Sarah McLachlan in 1998. Her 2010 Lilith Fair tour has had to cancel dates. Lady Gaga, whose influence is pervasive among many female pop singers. (Photo: Steve Granitz/WireImage—Getty Images; Andy Paradise/Associated Press)
Sincerity. I knew it was beleaguered but who knew it was on life support? The Sunday Times‘ Arts & Leisure above-the-fold article is about the sea change in women’s pop music: Pure Gaga: Sincerity Becomes a Tough Sell, as Spectacle Rules in Women’s Pop.
OK, sure, there’s more involved here than just the sincerity quotient. But while I take an “I’m curious about everything” stance with music and find both Sarah McLachlan and Lady Gaga of interest, the stark reality is that what has shifted in women’s pop music is just one more facet of a shift in creative culture in general. As Jon Caramanica states it in his article, McLachlan’s Lilith Fair “trafficked in a very specific brand of feminism: organic, direct, unadorned, intimate…But in the recent pop mainstream these female artists are far outweighed by the eccentrics, the freaks, the adventuresome. For them performance and exteriority are central to their self-presentation, far more so than any lyrical message.”
It’s getting more difficult to get both/and in a cultural mood that seems to swing from one end of the extreme to the other.
Parallels could be drawn from other creative métiers as well. I just finished reading Geoff Dyer’s Jeff in Venice, Death in Varanasi, a novel that consists of two quite separate accounts that hint at a common protagonist but keeps it intentionally ambiguous. The first story takes place in Venice during a Biennale, the protagonist a disaffected journalist on assignment to report on this legendary international art event. Dyer savagely skewers an absurdist and hypocritical art world without ever having to take on a tone of bitter vitriol—the detached narration simply reports what journalist Jeff sees.
There was all this art and yet there was very little to see, or very little worth looking at anyway. Some of it was a waste of one’s eyes. Good. Because even though there was nothing to see, there was a lot of it to get round and Jeff had to at least poke his nose in everything. Quite a bit of the work on display could have been designated conceptual, in so far as the people looking at it were conceived has having the mentality of pupils at junior school. fair enough, except most of it looked like it was made by someone in primary school, albeit a primary school pupil with the ambition of a seventeen-year-old Russian whose widowed mother had saved every ruble to get him into a tennis academy in Florida. The work may have been puerile, but the hunger to succeed of which it was the product and symbol was ravenous. In different historical circumstances any number of these artists could have seized control of the Reichstag or ruled Cambodia with unprecedented ruthlessness.
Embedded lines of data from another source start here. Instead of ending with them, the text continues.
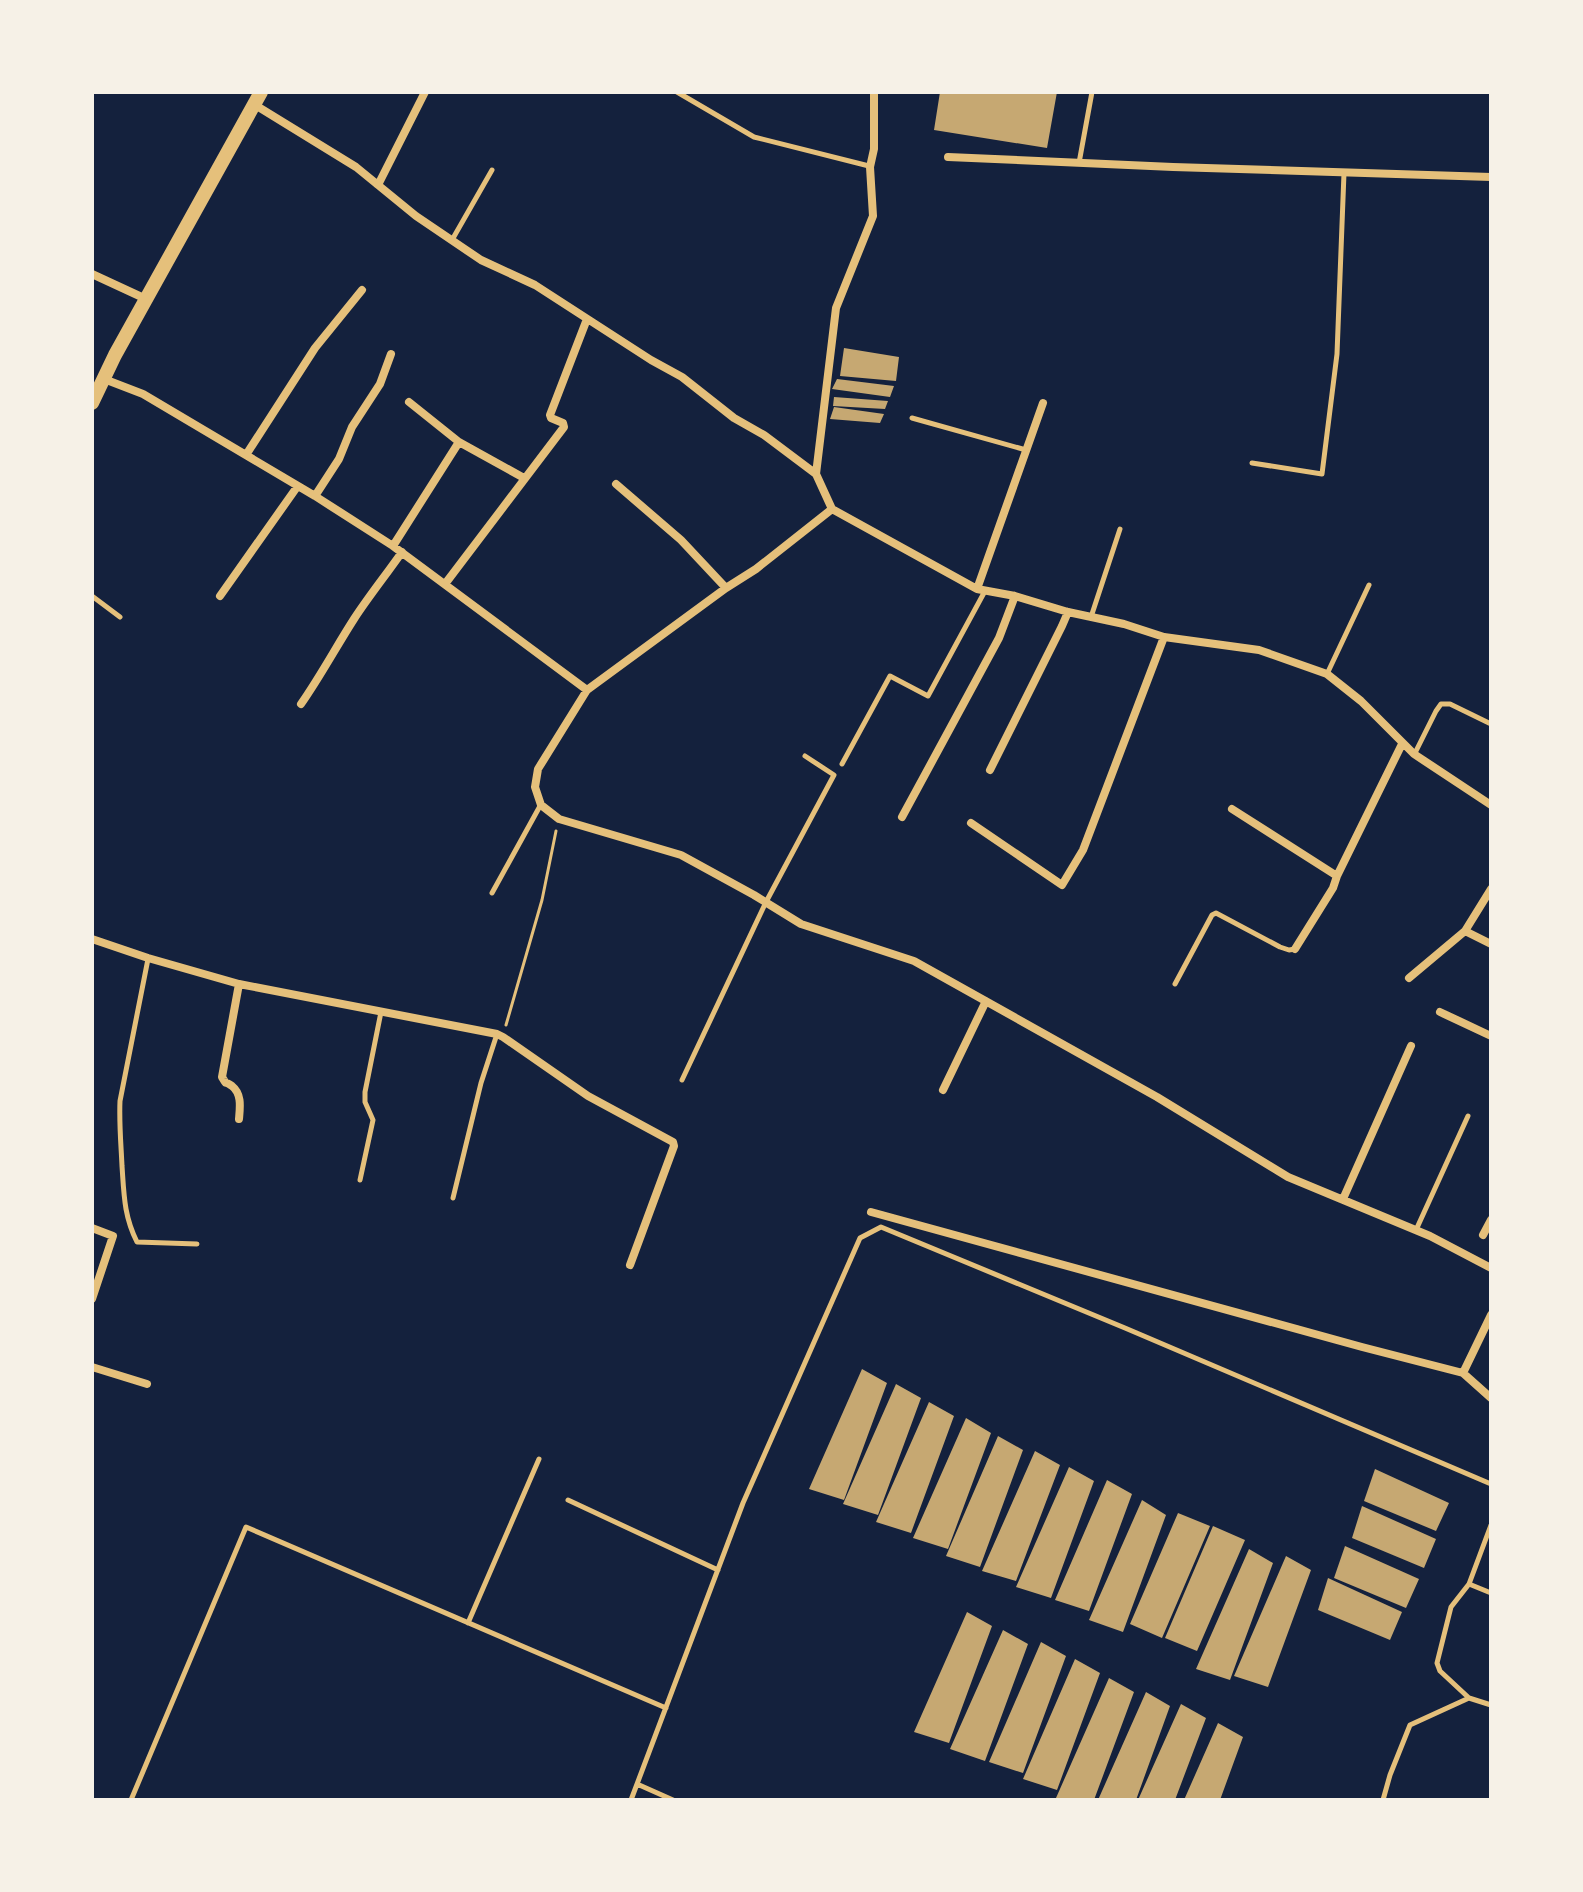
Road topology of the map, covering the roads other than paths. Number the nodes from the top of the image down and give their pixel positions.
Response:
1 (425, 92) edge
2 (677, 92) edge
3 (874, 92) edge
4 (1092, 92) edge
5 (258, 98) edge
6 (948, 157) dead end
7 (1079, 163) junction
8 (870, 167) junction
9 (492, 170) dead end
10 (1344, 172) junction
11 (1491, 177) edge
12 (378, 185) junction
13 (452, 241) junction
14 (92, 274) edge
15 (362, 290) dead end
16 (146, 299) junction
17 (587, 319) junction
18 (391, 354) dead end
19 (104, 379) junction
20 (409, 402) dead end
21 (92, 403) edge
22 (1043, 403) dead end
23 (912, 418) dead end
24 (459, 442) junction
25 (1026, 450) junction
26 (246, 455) junction
27 (1252, 463) dead end
28 (816, 474) junction
29 (524, 478) junction
30 (616, 484) dead end
31 (297, 487) junction
32 (315, 496) junction
33 (832, 509) junction
34 (1120, 529) dead end
35 (393, 546) junction
36 (402, 552) junction
37 (445, 584) junction
38 (1369, 585) dead end
39 (726, 588) junction
40 (982, 590) junction
41 (92, 596) edge
42 (220, 596) dead end
43 (1015, 596) junction
44 (1068, 612) junction
45 (120, 617) dead end
46 (1091, 617) junction
47 (1164, 637) junction
48 (1327, 674) junction
49 (587, 690) junction
50 (301, 704) dead end
51 (1491, 724) edge
52 (1402, 744) junction
53 (1414, 754) junction
54 (805, 756) dead end
55 (842, 764) dead end
56 (990, 770) dead end
57 (541, 805) junction
58 (1491, 805) edge
59 (1232, 809) dead end
60 (902, 817) dead end
61 (971, 823) dead end
62 (1337, 876) junction
63 (1491, 889) edge
64 (492, 893) dead end
65 (766, 902) junction
66 (1465, 931) junction
67 (92, 939) edge
68 (1491, 944) edge
69 (1295, 949) joint
70 (148, 958) junction
71 (1409, 978) dead end
72 (239, 984) junction
73 (1175, 984) dead end
74 (986, 1001) junction
75 (381, 1012) junction
76 (1440, 1012) dead end
77 (500, 1036) junction
78 (1491, 1036) edge
79 (1411, 1046) dead end
80 (682, 1080) dead end
81 (943, 1090) dead end
82 (1468, 1116) dead end
83 (239, 1119) dead end
84 (360, 1180) dead end
85 (453, 1198) dead end
86 (1343, 1199) junction
87 (871, 1212) dead end
88 (1491, 1220) edge
89 (92, 1228) edge
90 (1416, 1230) junction
91 (1483, 1235) dead end
92 (197, 1244) dead end
93 (630, 1265) dead end
94 (1491, 1268) edge
95 (92, 1299) edge
96 (1491, 1315) edge
97 (92, 1367) edge
98 (1463, 1373) junction
99 (147, 1384) dead end
100 (1491, 1398) edge
101 (539, 1459) dead end
102 (1491, 1484) edge
103 (568, 1500) dead end
104 (1491, 1525) edge
105 (718, 1570) junction
106 (1469, 1584) junction
107 (1491, 1593) edge
108 (468, 1623) junction
109 (1469, 1698) junction
110 (1491, 1705) edge
111 (666, 1708) junction
112 (637, 1784) junction
113 (131, 1800) edge
114 (631, 1800) edge
115 (673, 1800) edge
116 (1383, 1800) edge

1 - 12 street
2 - 8 lane
3 - 8 street
4 - 7 lane
5 - 12 street
5 - 16 street
6 - 7 street
7 - 10 street
8 - 28 street
9 - 13 lane
10 - 11 street
10 - 27 lane
12 - 13 street
13 - 17 street
14 - 16 street
15 - 26 street
16 - 19 street
17 - 28 street
17 - 29 street
18 - 32 street
19 - 21 street
19 - 26 street
20 - 24 street
22 - 25 street
23 - 25 lane
24 - 29 street
24 - 35 street
25 - 40 street
26 - 31 street
28 - 33 street
29 - 37 street
30 - 39 street
31 - 32 street
31 - 42 street
32 - 35 street
33 - 39 street
33 - 40 street
34 - 46 lane
35 - 36 street
36 - 37 street
36 - 50 street
37 - 49 street
38 - 48 lane
39 - 49 street
40 - 43 street
40 - 55 lane
41 - 45 lane
43 - 44 street
43 - 60 street
44 - 46 street
44 - 56 street
46 - 47 street
47 - 48 street
47 - 61 street
48 - 52 street
49 - 57 street
51 - 53 lane
52 - 53 street
52 - 62 street
53 - 58 street
54 - 65 lane
57 - 64 lane
57 - 65 street
59 - 62 street
62 - 69 street
63 - 66 street
65 - 74 street
65 - 80 lane
66 - 68 street
66 - 71 street
67 - 70 street
69 - 73 lane
70 - 72 street
70 - 92 lane
72 - 75 street
72 - 83 street
74 - 81 street
74 - 86 street
75 - 77 street
75 - 84 lane
76 - 78 street
77 - 85 lane
77 - 93 street
79 - 86 street
82 - 90 lane
86 - 90 street
87 - 98 street
88 - 91 street
89 - 95 street
90 - 94 street
96 - 98 street
97 - 99 street
98 - 100 street
101 - 108 lane
102 - 105 lane
103 - 105 lane
104 - 106 lane
105 - 111 lane
106 - 107 lane
106 - 109 lane
108 - 111 lane
108 - 113 lane
109 - 110 lane
109 - 116 lane
111 - 112 lane
112 - 114 lane
112 - 115 lane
Been there, done that. Dyer’s analogy is spot on IMHO.
The second half of the book takes place in Varanasi, India’s most holy city, and it has a very different texture and pace. The protagonist, once again a journalist on assignment, does not possess the parasitic hanger on, self-indulgent, freeloading proclivities of Jeff in Venice. The second half of the novel is a slow unwinding of story, character and tautness as the journalist renounces layer after layer of his life and his sense of himself. It is done in a manner that feels prescribed and ritualistic in its protracted measuredness.
Here’s a sampling:
Some people stop believing that happiness is going to come their way. On the brink of becoming one of them, I began to accept that it was my destiny to be unhappy. In the normal course of things I wold have made some accommodation with this, would have set up camp as a permanently unhappy person. But what had happened in Varanasi was that something was taken out of the equation so that there was nothing for unhappiness to fasten itself upon. That something was me. I had cheated destiny. Actually, the passive construction is more accurate: destiny had been cheated.
Dyer’s book maps a nonmoralistic devolution from the thrill of fame, drugs, sex and celebritism to that state where a postmodern, detached world has nothing to “fasten itself upon.” The contrast between the two narratives in this book—both taking place in water-centric cities (with names that both start with a V) that are self-contained, mythic laden and each overflowing with a singular mystique around death and loss—works as a metaphor for a range of either/ors that populate our contemporary consciousness.
While my particular version of an art world counter vision has more muscle than the slow fade of Dyer’s Varanasi, I’m firmly planted in a landscape that is increasingly becoming an artistic outsider counter vision. While my art making locale isn’t the crunchy granola of “organic, direct, unadorned, intimate” that is the Lilith Fair, it does feature art that has “residential” power (work you want to live with and look at every day) rather than the terminally clever, a quiet groundedness rather than showy theatricity, highly personal rather than detached. It’s a place where there is something to fasten upon, repeatedly, and where Roberta Smith’s memorable line (which I first wrote about here) is in full swing: An “art that seems made by one person out of intense personal necessity, often by hand.”